The sign reflects the confluence of enlarged lymph nodes that circumferentially outline the airway, creating a radiological pattern that draws diagnostic attention. This specific configuration may result from nodal conglomeration or matting, which are more frequently associated with infectious or inflammatory etiologies, especially tuberculosis [1,5]. In contrast, sarcoidosis typically presents with bilaterally symmetrical, discrete lymphadenopathy, while lymphoma often manifests as large, homogeneous masses without airway encasement [6,7].
The cultural relevance of the "Medu Vada" sign (doughnut sign on the chest) is particularly significant in South Asian populations, where the "Medu Vada" is a widely recognized culinary item. Compared to the traditional term "doughnut sign," the "Medu Vada" analogy is more relatable and potentially more accurate in describing the typically irregular, variably lobulated appearance of conglomerated lymph nodes. Unlike the uniformly shaped doughnut, a "Medu Vada" has a slightly more variable and lobular contour, closely resembling the actual CT morphology of tuberculous lymphadenopathy.
Moreover, this terminology enhances retention and recall among clinicians and radiologists, especially in regions with a high prevalence of tuberculosis.

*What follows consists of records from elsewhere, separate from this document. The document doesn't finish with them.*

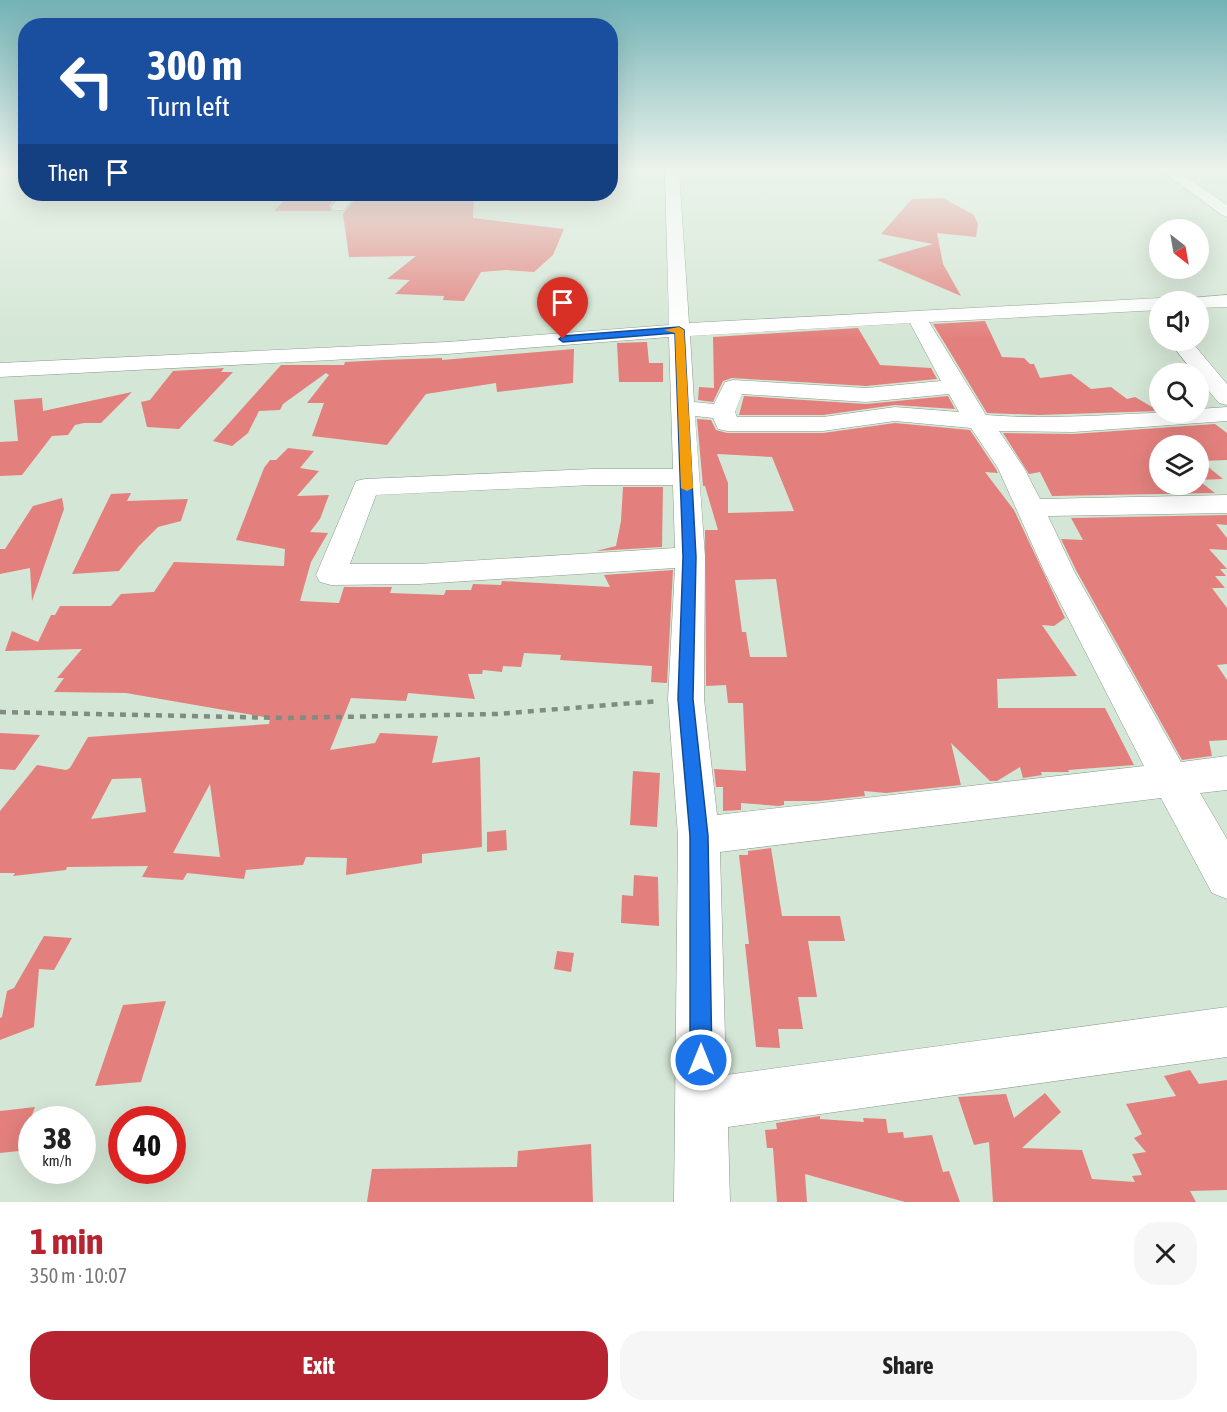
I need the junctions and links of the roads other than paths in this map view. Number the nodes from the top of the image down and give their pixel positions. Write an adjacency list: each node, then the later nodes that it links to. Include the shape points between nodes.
1 (674, 227): 8 (street)
2 (1227, 301): 3 (street)
3 (1209, 302)
4 (1149, 304): 5 (street)
5 (1135, 305): 6 (street); 7 (street)
6 (916, 316): 8 (street); 11 (street)
7 (1149, 317)
8 (679, 330): 10 (street, via 447,348); 13 (street)
9 (1187, 351): 12 (street)
10 (0, 370)
11 (957, 387): 14 (street, via 866,395 734,387); 16 (street)
12 (1227, 398)
13 (683, 408): 14 (street); 17 (street)
14 (723, 412): 16 (street, via 727,424 751,425 824,424 895,414)
15 (1227, 414): 16 (street, via 1073,425)
16 (979, 422): 19 (street, via 1013,471)
17 (686, 477): 20 (street); 20 (street, via 365,487 331,575 419,574)
18 (1227, 504): 19 (street)
19 (1030, 508): 22 (street, via 1057,568)
20 (690, 557): 23 (street, via 686,699)
21 (1227, 773): 22 (street)
22 (1169, 779): 23 (street); 24 (street)
23 (699, 836): 26 (street)
24 (1227, 878)
25 (1227, 1032): 26 (street)
26 (701, 1105): 27 (street)
27 (702, 1202)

The simplicity and familiarity of the analogy can improve teaching utility and communication in both clinical and academic settings. When correlated with suggestive clinical features and supported by diagnostic modalities such as EBUS-FNA and CBNAAT (cartridge-based nucleic acid amplification test) [8,9], the identification of the "Medu Vada" sign (also known as the doughnut sign on the chest) can expedite diagnosis and treatment.

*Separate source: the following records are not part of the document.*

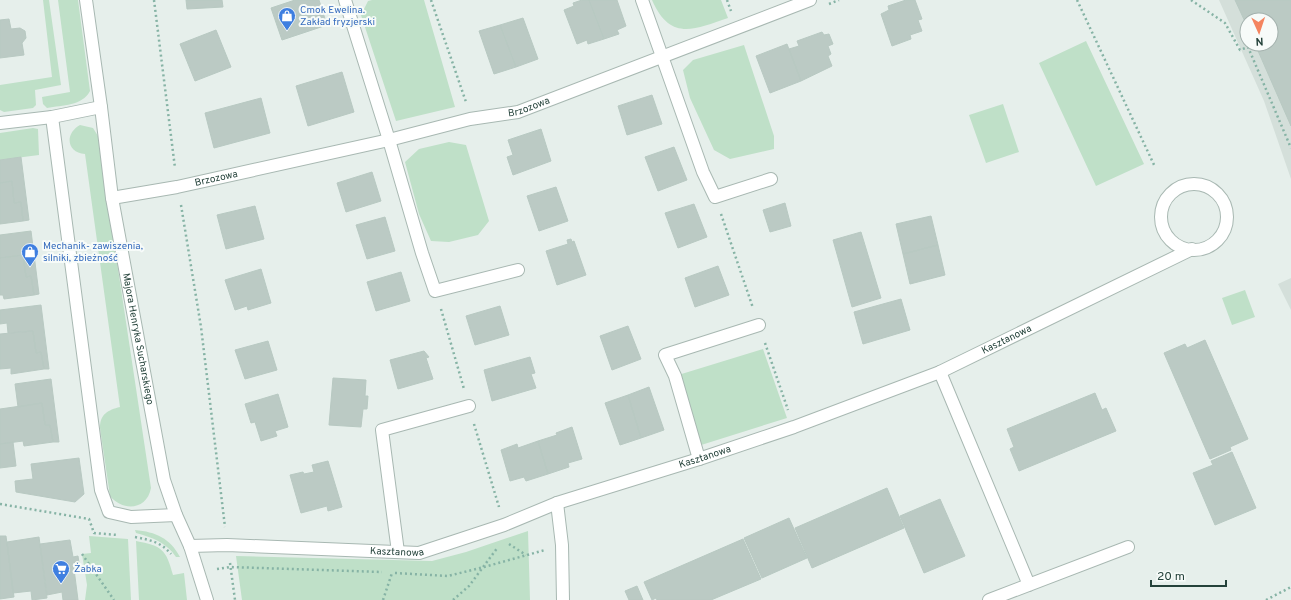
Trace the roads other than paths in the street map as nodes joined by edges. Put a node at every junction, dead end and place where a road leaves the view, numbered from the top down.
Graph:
1 (86, 0) edge
2 (345, 0) edge
3 (642, 0) edge
4 (810, 0) edge
5 (664, 57) junction
6 (101, 107) junction
7 (52, 117) junction
8 (0, 123) edge
9 (389, 140) junction
10 (771, 179) dead end
11 (112, 198) junction
12 (1192, 249) junction
13 (518, 270) dead end
14 (759, 325) dead end
15 (940, 372) junction
16 (469, 406) dead end
17 (699, 459) junction
18 (557, 503) junction
19 (176, 515) junction
20 (190, 546) junction
21 (1128, 547) dead end
22 (398, 552) junction
23 (1029, 585) junction
24 (207, 600) edge
25 (562, 600) edge
26 (989, 600) edge

1 - 6 street, Majora Henryka Sucharskiego
2 - 9 street
3 - 5 street
4 - 5 street, Brzozowa
5 - 9 street, Brzozowa
5 - 10 street
6 - 7 street
6 - 11 street, Majora Henryka Sucharskiego
7 - 8 street
7 - 19 street
9 - 11 street, Brzozowa
9 - 13 street
11 - 19 street, Majora Henryka Sucharskiego
12 - 12 street
12 - 15 street, Kasztanowa
14 - 17 street
15 - 17 street, Kasztanowa
15 - 23 street
16 - 22 street
17 - 18 street, Kasztanowa
18 - 22 street, Kasztanowa
18 - 25 street
19 - 20 street, Majora Henryka Sucharskiego
20 - 22 street, Kasztanowa
20 - 24 street, Majora Henryka Sucharskiego
21 - 23 street
23 - 26 street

Importantly, the presence of this sign should prompt clinicians to consider tuberculosis as a key differential, particularly in endemic areas, and prioritize early diagnostic confirmation through tissue sampling. The resolution of the sign following ATT, as seen in our case, also indicates its potential as a marker of therapeutic response [2-4,10].
Conclusions
The "Medu Vada" sign (doughnut sign on the chest) is a visually distinctive and diagnostically useful radiological sign suggesting a ring-like configuration of mediastinal lymph nodes surrounding the airway, often seen in tuberculous pathology. In endemic areas, its recognition should raise suspicion for tuberculosis and prompt confirmatory diagnostic steps. Integration of this sign into radiological practice can aid in early diagnosis, effective treatment planning, and monitoring of therapeutic response.